:: Your goal ::
Copy every record exactly.

:: Data records ::

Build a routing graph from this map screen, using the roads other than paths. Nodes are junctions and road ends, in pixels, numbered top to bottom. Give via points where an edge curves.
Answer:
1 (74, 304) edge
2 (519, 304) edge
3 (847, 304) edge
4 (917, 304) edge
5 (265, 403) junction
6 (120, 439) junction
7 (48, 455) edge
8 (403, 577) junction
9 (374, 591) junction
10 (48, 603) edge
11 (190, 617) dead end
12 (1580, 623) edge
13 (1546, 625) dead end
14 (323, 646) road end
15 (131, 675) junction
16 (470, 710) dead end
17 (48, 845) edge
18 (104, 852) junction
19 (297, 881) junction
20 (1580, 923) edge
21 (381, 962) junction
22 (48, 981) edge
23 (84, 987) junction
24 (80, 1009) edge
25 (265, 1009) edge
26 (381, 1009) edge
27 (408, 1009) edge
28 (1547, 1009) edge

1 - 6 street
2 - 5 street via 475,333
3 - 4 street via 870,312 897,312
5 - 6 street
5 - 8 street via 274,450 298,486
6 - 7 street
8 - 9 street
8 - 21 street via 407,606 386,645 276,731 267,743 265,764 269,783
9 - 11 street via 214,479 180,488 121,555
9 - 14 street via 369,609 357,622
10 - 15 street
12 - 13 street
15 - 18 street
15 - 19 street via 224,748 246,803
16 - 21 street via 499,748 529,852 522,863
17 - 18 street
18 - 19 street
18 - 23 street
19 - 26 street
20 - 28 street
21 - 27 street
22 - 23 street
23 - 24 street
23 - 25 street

:: Task output ::
Build a routing graph from this map screen, using the roads other than paths. Nodes are junctions and road ends, in pixels, numbered top to bottom. Give via points where an edge curves.
Answer:
1 (74, 304) edge
2 (519, 304) edge
3 (847, 304) edge
4 (917, 304) edge
5 (265, 403) junction
6 (120, 439) junction
7 (48, 455) edge
8 (403, 577) junction
9 (374, 591) junction
10 (48, 603) edge
11 (190, 617) dead end
12 (1580, 623) edge
13 (1546, 625) dead end
14 (323, 646) road end
15 (131, 675) junction
16 (470, 710) dead end
17 (48, 845) edge
18 (104, 852) junction
19 (297, 881) junction
20 (1580, 923) edge
21 (381, 962) junction
22 (48, 981) edge
23 (84, 987) junction
24 (80, 1009) edge
25 (265, 1009) edge
26 (381, 1009) edge
27 (408, 1009) edge
28 (1547, 1009) edge

1 - 6 street
2 - 5 street via 475,333
3 - 4 street via 870,312 897,312
5 - 6 street
5 - 8 street via 274,450 298,486
6 - 7 street
8 - 9 street
8 - 21 street via 407,606 386,645 276,731 267,743 265,764 269,783
9 - 11 street via 214,479 180,488 121,555
9 - 14 street via 369,609 357,622
10 - 15 street
12 - 13 street
15 - 18 street
15 - 19 street via 224,748 246,803
16 - 21 street via 499,748 529,852 522,863
17 - 18 street
18 - 19 street
18 - 23 street
19 - 26 street
20 - 28 street
21 - 27 street
22 - 23 street
23 - 24 street
23 - 25 street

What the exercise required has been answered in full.